▶ _Instructions for the task_
An exact copy of every record is required.

*** Opening Data shown ***

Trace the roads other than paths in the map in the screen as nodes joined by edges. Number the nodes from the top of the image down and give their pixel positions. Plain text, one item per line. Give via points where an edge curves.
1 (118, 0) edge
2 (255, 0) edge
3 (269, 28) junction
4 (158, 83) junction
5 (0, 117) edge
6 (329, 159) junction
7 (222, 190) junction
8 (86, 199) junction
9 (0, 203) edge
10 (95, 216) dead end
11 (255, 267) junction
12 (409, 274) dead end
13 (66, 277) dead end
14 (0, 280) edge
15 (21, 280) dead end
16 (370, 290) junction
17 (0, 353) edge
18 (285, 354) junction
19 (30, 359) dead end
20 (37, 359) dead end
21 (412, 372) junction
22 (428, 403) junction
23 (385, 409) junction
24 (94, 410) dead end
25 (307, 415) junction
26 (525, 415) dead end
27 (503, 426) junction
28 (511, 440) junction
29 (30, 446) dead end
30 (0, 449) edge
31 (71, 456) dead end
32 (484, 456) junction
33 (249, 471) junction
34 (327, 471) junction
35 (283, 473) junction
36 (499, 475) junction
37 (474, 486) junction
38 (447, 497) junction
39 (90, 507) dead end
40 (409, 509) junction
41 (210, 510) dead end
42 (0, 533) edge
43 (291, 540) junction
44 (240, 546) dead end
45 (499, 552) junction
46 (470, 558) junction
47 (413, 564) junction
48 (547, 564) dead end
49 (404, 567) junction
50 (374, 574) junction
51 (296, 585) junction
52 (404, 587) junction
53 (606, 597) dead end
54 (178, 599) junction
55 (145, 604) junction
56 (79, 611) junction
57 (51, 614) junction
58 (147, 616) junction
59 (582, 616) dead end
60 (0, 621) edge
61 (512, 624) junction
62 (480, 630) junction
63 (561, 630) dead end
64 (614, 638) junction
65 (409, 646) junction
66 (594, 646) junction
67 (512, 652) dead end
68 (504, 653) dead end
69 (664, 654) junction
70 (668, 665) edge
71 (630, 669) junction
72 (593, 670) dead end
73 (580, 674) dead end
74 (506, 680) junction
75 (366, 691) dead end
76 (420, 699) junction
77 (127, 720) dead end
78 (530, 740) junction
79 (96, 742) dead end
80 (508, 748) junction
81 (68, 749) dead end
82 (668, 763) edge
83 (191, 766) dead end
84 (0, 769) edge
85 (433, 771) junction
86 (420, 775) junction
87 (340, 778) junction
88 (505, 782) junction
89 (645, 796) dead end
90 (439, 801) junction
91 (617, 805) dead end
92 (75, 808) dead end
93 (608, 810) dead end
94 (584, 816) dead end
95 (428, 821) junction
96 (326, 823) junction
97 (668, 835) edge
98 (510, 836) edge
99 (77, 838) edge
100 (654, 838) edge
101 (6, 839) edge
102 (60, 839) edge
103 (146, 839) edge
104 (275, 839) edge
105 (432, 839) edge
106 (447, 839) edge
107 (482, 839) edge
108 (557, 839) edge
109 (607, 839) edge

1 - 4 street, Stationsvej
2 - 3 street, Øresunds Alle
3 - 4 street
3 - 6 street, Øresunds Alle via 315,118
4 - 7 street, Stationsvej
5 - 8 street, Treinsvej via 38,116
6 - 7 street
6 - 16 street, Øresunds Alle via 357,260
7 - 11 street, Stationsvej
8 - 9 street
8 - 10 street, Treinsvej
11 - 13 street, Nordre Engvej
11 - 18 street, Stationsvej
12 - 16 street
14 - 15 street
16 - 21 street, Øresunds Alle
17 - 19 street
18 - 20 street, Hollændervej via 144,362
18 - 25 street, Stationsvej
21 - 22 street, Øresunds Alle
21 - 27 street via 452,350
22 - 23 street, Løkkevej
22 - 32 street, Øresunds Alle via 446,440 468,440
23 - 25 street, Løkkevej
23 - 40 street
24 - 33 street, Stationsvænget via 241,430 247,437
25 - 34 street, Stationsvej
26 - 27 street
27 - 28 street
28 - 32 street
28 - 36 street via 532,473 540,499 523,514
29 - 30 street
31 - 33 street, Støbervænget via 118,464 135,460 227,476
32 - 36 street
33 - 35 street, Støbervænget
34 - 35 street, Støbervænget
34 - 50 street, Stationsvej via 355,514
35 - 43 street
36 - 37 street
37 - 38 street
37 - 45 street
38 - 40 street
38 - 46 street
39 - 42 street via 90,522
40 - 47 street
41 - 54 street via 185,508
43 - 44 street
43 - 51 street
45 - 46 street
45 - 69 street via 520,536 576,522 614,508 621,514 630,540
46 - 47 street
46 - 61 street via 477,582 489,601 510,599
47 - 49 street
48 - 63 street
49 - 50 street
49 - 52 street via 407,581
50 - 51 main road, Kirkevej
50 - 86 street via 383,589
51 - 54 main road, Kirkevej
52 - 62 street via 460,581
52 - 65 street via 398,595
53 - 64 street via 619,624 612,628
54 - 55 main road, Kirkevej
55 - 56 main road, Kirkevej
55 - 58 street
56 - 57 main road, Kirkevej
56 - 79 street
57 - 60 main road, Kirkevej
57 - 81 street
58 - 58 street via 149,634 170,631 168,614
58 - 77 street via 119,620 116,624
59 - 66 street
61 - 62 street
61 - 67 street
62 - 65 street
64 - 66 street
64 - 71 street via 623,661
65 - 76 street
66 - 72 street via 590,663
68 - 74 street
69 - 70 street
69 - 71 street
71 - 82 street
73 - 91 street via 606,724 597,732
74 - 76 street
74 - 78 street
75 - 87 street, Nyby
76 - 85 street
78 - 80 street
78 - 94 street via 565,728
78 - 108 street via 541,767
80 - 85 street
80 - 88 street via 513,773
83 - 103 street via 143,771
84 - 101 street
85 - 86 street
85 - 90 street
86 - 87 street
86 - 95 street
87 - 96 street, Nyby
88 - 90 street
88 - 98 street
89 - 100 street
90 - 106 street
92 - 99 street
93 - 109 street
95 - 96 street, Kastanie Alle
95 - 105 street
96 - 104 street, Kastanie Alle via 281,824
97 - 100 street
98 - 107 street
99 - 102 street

*** Closing Data shown ***

▶ _Reply_
Trace the roads other than paths in the map in the screen as nodes joined by edges. Number the nodes from the top of the image down and give their pixel positions. Plain text, one item per line. Give via points where an edge curves.
1 (118, 0) edge
2 (255, 0) edge
3 (269, 28) junction
4 (158, 83) junction
5 (0, 117) edge
6 (329, 159) junction
7 (222, 190) junction
8 (86, 199) junction
9 (0, 203) edge
10 (95, 216) dead end
11 (255, 267) junction
12 (409, 274) dead end
13 (66, 277) dead end
14 (0, 280) edge
15 (21, 280) dead end
16 (370, 290) junction
17 (0, 353) edge
18 (285, 354) junction
19 (30, 359) dead end
20 (37, 359) dead end
21 (412, 372) junction
22 (428, 403) junction
23 (385, 409) junction
24 (94, 410) dead end
25 (307, 415) junction
26 (525, 415) dead end
27 (503, 426) junction
28 (511, 440) junction
29 (30, 446) dead end
30 (0, 449) edge
31 (71, 456) dead end
32 (484, 456) junction
33 (249, 471) junction
34 (327, 471) junction
35 (283, 473) junction
36 (499, 475) junction
37 (474, 486) junction
38 (447, 497) junction
39 (90, 507) dead end
40 (409, 509) junction
41 (210, 510) dead end
42 (0, 533) edge
43 (291, 540) junction
44 (240, 546) dead end
45 (499, 552) junction
46 (470, 558) junction
47 (413, 564) junction
48 (547, 564) dead end
49 (404, 567) junction
50 (374, 574) junction
51 (296, 585) junction
52 (404, 587) junction
53 (606, 597) dead end
54 (178, 599) junction
55 (145, 604) junction
56 (79, 611) junction
57 (51, 614) junction
58 (147, 616) junction
59 (582, 616) dead end
60 (0, 621) edge
61 (512, 624) junction
62 (480, 630) junction
63 (561, 630) dead end
64 (614, 638) junction
65 (409, 646) junction
66 (594, 646) junction
67 (512, 652) dead end
68 (504, 653) dead end
69 (664, 654) junction
70 (668, 665) edge
71 (630, 669) junction
72 (593, 670) dead end
73 (580, 674) dead end
74 (506, 680) junction
75 (366, 691) dead end
76 (420, 699) junction
77 (127, 720) dead end
78 (530, 740) junction
79 (96, 742) dead end
80 (508, 748) junction
81 (68, 749) dead end
82 (668, 763) edge
83 (191, 766) dead end
84 (0, 769) edge
85 (433, 771) junction
86 (420, 775) junction
87 (340, 778) junction
88 (505, 782) junction
89 (645, 796) dead end
90 (439, 801) junction
91 (617, 805) dead end
92 (75, 808) dead end
93 (608, 810) dead end
94 (584, 816) dead end
95 (428, 821) junction
96 (326, 823) junction
97 (668, 835) edge
98 (510, 836) edge
99 (77, 838) edge
100 (654, 838) edge
101 (6, 839) edge
102 (60, 839) edge
103 (146, 839) edge
104 (275, 839) edge
105 (432, 839) edge
106 (447, 839) edge
107 (482, 839) edge
108 (557, 839) edge
109 (607, 839) edge

1 - 4 street, Stationsvej
2 - 3 street, Øresunds Alle
3 - 4 street
3 - 6 street, Øresunds Alle via 315,118
4 - 7 street, Stationsvej
5 - 8 street, Treinsvej via 38,116
6 - 7 street
6 - 16 street, Øresunds Alle via 357,260
7 - 11 street, Stationsvej
8 - 9 street
8 - 10 street, Treinsvej
11 - 13 street, Nordre Engvej
11 - 18 street, Stationsvej
12 - 16 street
14 - 15 street
16 - 21 street, Øresunds Alle
17 - 19 street
18 - 20 street, Hollændervej via 144,362
18 - 25 street, Stationsvej
21 - 22 street, Øresunds Alle
21 - 27 street via 452,350
22 - 23 street, Løkkevej
22 - 32 street, Øresunds Alle via 446,440 468,440
23 - 25 street, Løkkevej
23 - 40 street
24 - 33 street, Stationsvænget via 241,430 247,437
25 - 34 street, Stationsvej
26 - 27 street
27 - 28 street
28 - 32 street
28 - 36 street via 532,473 540,499 523,514
29 - 30 street
31 - 33 street, Støbervænget via 118,464 135,460 227,476
32 - 36 street
33 - 35 street, Støbervænget
34 - 35 street, Støbervænget
34 - 50 street, Stationsvej via 355,514
35 - 43 street
36 - 37 street
37 - 38 street
37 - 45 street
38 - 40 street
38 - 46 street
39 - 42 street via 90,522
40 - 47 street
41 - 54 street via 185,508
43 - 44 street
43 - 51 street
45 - 46 street
45 - 69 street via 520,536 576,522 614,508 621,514 630,540
46 - 47 street
46 - 61 street via 477,582 489,601 510,599
47 - 49 street
48 - 63 street
49 - 50 street
49 - 52 street via 407,581
50 - 51 main road, Kirkevej
50 - 86 street via 383,589
51 - 54 main road, Kirkevej
52 - 62 street via 460,581
52 - 65 street via 398,595
53 - 64 street via 619,624 612,628
54 - 55 main road, Kirkevej
55 - 56 main road, Kirkevej
55 - 58 street
56 - 57 main road, Kirkevej
56 - 79 street
57 - 60 main road, Kirkevej
57 - 81 street
58 - 58 street via 149,634 170,631 168,614
58 - 77 street via 119,620 116,624
59 - 66 street
61 - 62 street
61 - 67 street
62 - 65 street
64 - 66 street
64 - 71 street via 623,661
65 - 76 street
66 - 72 street via 590,663
68 - 74 street
69 - 70 street
69 - 71 street
71 - 82 street
73 - 91 street via 606,724 597,732
74 - 76 street
74 - 78 street
75 - 87 street, Nyby
76 - 85 street
78 - 80 street
78 - 94 street via 565,728
78 - 108 street via 541,767
80 - 85 street
80 - 88 street via 513,773
83 - 103 street via 143,771
84 - 101 street
85 - 86 street
85 - 90 street
86 - 87 street
86 - 95 street
87 - 96 street, Nyby
88 - 90 street
88 - 98 street
89 - 100 street
90 - 106 street
92 - 99 street
93 - 109 street
95 - 96 street, Kastanie Alle
95 - 105 street
96 - 104 street, Kastanie Alle via 281,824
97 - 100 street
98 - 107 street
99 - 102 street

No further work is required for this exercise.